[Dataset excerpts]

——

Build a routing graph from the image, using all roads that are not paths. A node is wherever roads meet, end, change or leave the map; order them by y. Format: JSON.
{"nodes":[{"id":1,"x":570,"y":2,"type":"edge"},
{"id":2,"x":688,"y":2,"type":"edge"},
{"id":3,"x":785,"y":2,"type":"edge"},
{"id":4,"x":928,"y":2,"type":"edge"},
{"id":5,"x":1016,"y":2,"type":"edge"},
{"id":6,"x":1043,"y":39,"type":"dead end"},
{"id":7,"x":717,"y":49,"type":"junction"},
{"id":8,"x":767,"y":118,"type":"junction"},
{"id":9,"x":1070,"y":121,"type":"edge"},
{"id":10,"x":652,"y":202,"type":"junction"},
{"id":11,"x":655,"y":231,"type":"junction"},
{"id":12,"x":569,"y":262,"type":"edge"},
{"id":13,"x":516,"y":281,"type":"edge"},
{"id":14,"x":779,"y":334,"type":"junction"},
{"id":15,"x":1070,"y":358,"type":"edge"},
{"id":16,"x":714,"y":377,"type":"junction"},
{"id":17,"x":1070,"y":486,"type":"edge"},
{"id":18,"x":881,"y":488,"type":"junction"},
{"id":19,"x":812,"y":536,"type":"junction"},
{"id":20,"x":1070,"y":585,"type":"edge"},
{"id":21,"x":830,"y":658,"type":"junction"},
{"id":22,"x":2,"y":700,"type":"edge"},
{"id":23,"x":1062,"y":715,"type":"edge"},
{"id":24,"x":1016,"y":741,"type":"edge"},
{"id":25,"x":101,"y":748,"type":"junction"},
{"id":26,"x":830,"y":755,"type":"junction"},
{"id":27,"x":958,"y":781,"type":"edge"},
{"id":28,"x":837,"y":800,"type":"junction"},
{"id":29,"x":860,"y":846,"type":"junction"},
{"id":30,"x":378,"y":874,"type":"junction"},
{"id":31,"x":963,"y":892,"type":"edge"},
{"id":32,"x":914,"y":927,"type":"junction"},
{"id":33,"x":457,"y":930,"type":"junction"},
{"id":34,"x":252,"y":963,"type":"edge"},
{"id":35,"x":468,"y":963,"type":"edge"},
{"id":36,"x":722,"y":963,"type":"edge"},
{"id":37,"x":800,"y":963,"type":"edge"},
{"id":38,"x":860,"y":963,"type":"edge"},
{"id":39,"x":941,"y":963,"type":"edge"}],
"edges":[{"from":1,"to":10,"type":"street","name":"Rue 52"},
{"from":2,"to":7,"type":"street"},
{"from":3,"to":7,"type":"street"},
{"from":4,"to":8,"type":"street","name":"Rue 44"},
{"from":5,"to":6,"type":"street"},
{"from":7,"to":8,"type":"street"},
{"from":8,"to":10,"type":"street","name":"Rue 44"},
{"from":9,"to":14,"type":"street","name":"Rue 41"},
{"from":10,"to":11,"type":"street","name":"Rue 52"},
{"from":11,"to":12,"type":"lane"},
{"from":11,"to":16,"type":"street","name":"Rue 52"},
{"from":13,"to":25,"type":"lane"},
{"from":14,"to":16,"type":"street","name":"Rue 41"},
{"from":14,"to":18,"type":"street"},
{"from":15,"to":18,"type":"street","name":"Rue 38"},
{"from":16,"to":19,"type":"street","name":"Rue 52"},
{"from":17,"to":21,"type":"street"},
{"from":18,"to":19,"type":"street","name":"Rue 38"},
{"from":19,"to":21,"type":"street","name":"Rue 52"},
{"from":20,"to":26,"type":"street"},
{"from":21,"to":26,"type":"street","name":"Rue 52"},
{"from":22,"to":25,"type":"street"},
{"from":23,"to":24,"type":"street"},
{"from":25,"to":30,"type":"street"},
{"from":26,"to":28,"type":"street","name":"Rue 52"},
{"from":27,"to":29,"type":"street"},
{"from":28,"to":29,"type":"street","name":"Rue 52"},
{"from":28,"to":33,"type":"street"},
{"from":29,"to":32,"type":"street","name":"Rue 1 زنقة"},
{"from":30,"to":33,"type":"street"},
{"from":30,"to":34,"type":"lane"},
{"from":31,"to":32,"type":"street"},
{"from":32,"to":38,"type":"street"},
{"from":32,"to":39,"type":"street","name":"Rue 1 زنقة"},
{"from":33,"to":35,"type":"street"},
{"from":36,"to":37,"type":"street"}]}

——

= WORK INSTRUCTIONS =
Retype each record in full, please.

= TASK RESULT =
Build a routing graph from the image, using all roads that are not paths. A node is wherever roads meet, end, change or leave the map; order them by y. Format: JSON.
{"nodes":[{"id":1,"x":570,"y":2,"type":"edge"},
{"id":2,"x":688,"y":2,"type":"edge"},
{"id":3,"x":785,"y":2,"type":"edge"},
{"id":4,"x":928,"y":2,"type":"edge"},
{"id":5,"x":1016,"y":2,"type":"edge"},
{"id":6,"x":1043,"y":39,"type":"dead end"},
{"id":7,"x":717,"y":49,"type":"junction"},
{"id":8,"x":767,"y":118,"type":"junction"},
{"id":9,"x":1070,"y":121,"type":"edge"},
{"id":10,"x":652,"y":202,"type":"junction"},
{"id":11,"x":655,"y":231,"type":"junction"},
{"id":12,"x":569,"y":262,"type":"edge"},
{"id":13,"x":516,"y":281,"type":"edge"},
{"id":14,"x":779,"y":334,"type":"junction"},
{"id":15,"x":1070,"y":358,"type":"edge"},
{"id":16,"x":714,"y":377,"type":"junction"},
{"id":17,"x":1070,"y":486,"type":"edge"},
{"id":18,"x":881,"y":488,"type":"junction"},
{"id":19,"x":812,"y":536,"type":"junction"},
{"id":20,"x":1070,"y":585,"type":"edge"},
{"id":21,"x":830,"y":658,"type":"junction"},
{"id":22,"x":2,"y":700,"type":"edge"},
{"id":23,"x":1062,"y":715,"type":"edge"},
{"id":24,"x":1016,"y":741,"type":"edge"},
{"id":25,"x":101,"y":748,"type":"junction"},
{"id":26,"x":830,"y":755,"type":"junction"},
{"id":27,"x":958,"y":781,"type":"edge"},
{"id":28,"x":837,"y":800,"type":"junction"},
{"id":29,"x":860,"y":846,"type":"junction"},
{"id":30,"x":378,"y":874,"type":"junction"},
{"id":31,"x":963,"y":892,"type":"edge"},
{"id":32,"x":914,"y":927,"type":"junction"},
{"id":33,"x":457,"y":930,"type":"junction"},
{"id":34,"x":252,"y":963,"type":"edge"},
{"id":35,"x":468,"y":963,"type":"edge"},
{"id":36,"x":722,"y":963,"type":"edge"},
{"id":37,"x":800,"y":963,"type":"edge"},
{"id":38,"x":860,"y":963,"type":"edge"},
{"id":39,"x":941,"y":963,"type":"edge"}],
"edges":[{"from":1,"to":10,"type":"street","name":"Rue 52"},
{"from":2,"to":7,"type":"street"},
{"from":3,"to":7,"type":"street"},
{"from":4,"to":8,"type":"street","name":"Rue 44"},
{"from":5,"to":6,"type":"street"},
{"from":7,"to":8,"type":"street"},
{"from":8,"to":10,"type":"street","name":"Rue 44"},
{"from":9,"to":14,"type":"street","name":"Rue 41"},
{"from":10,"to":11,"type":"street","name":"Rue 52"},
{"from":11,"to":12,"type":"lane"},
{"from":11,"to":16,"type":"street","name":"Rue 52"},
{"from":13,"to":25,"type":"lane"},
{"from":14,"to":16,"type":"street","name":"Rue 41"},
{"from":14,"to":18,"type":"street"},
{"from":15,"to":18,"type":"street","name":"Rue 38"},
{"from":16,"to":19,"type":"street","name":"Rue 52"},
{"from":17,"to":21,"type":"street"},
{"from":18,"to":19,"type":"street","name":"Rue 38"},
{"from":19,"to":21,"type":"street","name":"Rue 52"},
{"from":20,"to":26,"type":"street"},
{"from":21,"to":26,"type":"street","name":"Rue 52"},
{"from":22,"to":25,"type":"street"},
{"from":23,"to":24,"type":"street"},
{"from":25,"to":30,"type":"street"},
{"from":26,"to":28,"type":"street","name":"Rue 52"},
{"from":27,"to":29,"type":"street"},
{"from":28,"to":29,"type":"street","name":"Rue 52"},
{"from":28,"to":33,"type":"street"},
{"from":29,"to":32,"type":"street","name":"Rue 1 زنقة"},
{"from":30,"to":33,"type":"street"},
{"from":30,"to":34,"type":"lane"},
{"from":31,"to":32,"type":"street"},
{"from":32,"to":38,"type":"street"},
{"from":32,"to":39,"type":"street","name":"Rue 1 زنقة"},
{"from":33,"to":35,"type":"street"},
{"from":36,"to":37,"type":"street"}]}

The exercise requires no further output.